In the section "Convergence Classes" at the end of Chapter 2 of his book, Kelley lists the following axioms for convergent nets in a topological space $X$

a) If $S$ is a net such that $Sn=s$ for each $n$ [i.e., a constant net], then $S$ converges to $s$.

b) If $S$ converges to $s$, so does each subnet.

c) If $S$ does not converge to $s$, then there is a subnet of $S$, no subnet of which converges to $s$.

d) (Theorem on iterated limits): Let $D$ be a directed set.
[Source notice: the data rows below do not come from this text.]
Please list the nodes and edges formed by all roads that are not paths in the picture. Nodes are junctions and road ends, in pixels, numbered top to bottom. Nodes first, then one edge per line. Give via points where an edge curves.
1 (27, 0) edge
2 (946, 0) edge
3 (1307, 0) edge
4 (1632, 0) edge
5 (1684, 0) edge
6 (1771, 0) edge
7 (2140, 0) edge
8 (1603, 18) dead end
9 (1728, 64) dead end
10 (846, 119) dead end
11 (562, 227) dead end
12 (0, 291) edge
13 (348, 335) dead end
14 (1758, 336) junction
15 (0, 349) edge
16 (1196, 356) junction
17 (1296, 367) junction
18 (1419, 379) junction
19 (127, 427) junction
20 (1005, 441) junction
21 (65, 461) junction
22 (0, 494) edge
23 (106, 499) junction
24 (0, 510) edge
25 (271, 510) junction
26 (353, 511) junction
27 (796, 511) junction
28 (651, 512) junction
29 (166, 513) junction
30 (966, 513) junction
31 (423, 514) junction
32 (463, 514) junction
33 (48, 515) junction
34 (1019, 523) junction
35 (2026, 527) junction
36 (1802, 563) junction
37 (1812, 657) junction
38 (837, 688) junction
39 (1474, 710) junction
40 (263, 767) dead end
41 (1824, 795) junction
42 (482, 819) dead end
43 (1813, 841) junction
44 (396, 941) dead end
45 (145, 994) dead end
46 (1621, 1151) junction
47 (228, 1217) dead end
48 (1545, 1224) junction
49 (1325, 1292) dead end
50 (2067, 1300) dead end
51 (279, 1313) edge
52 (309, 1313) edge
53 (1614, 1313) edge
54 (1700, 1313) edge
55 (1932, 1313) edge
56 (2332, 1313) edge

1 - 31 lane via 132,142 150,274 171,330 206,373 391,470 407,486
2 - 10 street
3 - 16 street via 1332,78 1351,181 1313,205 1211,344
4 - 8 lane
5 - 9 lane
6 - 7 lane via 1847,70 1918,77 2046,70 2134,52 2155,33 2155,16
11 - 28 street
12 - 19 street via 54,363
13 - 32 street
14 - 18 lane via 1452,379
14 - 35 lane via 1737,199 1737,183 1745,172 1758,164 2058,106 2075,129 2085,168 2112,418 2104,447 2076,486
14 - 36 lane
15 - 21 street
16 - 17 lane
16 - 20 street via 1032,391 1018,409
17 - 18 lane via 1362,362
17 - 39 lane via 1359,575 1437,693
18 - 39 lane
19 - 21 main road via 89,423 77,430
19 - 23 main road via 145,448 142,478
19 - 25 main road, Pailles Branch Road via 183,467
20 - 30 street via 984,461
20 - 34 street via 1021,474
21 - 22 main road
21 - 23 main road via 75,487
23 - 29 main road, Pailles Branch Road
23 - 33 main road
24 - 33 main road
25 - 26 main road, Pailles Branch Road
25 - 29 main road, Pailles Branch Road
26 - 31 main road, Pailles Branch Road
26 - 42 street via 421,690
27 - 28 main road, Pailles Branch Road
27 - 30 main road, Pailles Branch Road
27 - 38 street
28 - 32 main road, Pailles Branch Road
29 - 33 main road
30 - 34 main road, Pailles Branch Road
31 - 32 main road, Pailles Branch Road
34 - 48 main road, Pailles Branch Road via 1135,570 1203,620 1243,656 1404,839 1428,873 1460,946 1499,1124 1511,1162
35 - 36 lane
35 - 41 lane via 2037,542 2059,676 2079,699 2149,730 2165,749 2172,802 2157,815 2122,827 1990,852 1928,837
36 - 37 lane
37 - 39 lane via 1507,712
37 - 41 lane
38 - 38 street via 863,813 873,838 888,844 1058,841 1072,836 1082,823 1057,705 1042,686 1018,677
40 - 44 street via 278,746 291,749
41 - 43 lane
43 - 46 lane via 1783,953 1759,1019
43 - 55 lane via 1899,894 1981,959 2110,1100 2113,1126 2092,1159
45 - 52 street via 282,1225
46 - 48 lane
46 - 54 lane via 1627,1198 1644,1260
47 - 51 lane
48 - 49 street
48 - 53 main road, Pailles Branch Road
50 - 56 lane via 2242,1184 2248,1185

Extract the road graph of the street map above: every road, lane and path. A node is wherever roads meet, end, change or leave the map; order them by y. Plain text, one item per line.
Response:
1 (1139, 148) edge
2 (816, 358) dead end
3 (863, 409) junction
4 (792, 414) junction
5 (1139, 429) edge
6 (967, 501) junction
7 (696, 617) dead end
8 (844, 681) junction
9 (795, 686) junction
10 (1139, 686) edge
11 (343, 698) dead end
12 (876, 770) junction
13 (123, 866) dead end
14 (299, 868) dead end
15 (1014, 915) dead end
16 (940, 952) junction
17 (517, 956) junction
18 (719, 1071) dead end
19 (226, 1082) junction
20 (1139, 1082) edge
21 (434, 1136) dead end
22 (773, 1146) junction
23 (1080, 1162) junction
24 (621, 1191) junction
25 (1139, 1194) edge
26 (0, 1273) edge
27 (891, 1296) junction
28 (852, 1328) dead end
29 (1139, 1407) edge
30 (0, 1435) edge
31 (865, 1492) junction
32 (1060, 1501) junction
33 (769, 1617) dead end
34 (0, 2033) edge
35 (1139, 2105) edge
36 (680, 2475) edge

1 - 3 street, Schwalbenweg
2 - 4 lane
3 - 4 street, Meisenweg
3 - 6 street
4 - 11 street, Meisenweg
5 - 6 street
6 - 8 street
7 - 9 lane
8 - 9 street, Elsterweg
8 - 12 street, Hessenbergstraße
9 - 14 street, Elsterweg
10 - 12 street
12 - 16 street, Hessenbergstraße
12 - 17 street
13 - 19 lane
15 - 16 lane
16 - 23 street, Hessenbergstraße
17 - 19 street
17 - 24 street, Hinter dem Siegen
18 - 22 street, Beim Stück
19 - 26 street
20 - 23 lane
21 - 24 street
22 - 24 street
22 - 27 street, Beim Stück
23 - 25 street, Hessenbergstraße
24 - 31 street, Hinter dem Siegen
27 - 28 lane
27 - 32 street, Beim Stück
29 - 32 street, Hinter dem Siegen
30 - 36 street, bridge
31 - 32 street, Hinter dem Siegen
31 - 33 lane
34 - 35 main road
For each $m\in D$, let $E_m$ be a directed set, let $F$ be the product $D \times \prod_{m \in D} E_m$ and for $(m,f)$ in $F$ let $R(m,f)=(m,f(m))$. If $S(m,n)$ is an element of $X$ for each $m∈D$ and $n\in E_m$ and $\lim_m \lim_n S(m,n)=s$, then $S∘R$ converges to $s$.

He has previously shown that in any topological space, convergence of nets satisfies a) through d). (The first three are easy; part d) is, I believe, an original result of his.) In this section he proves the converse: given a set $X$ and a set $C$ of pairs (net,point) satisfying the four axioms above, there exists a unique topology on $X$ such that a net $S$ converges to $s∈X$ iff $(S,s)∈C$.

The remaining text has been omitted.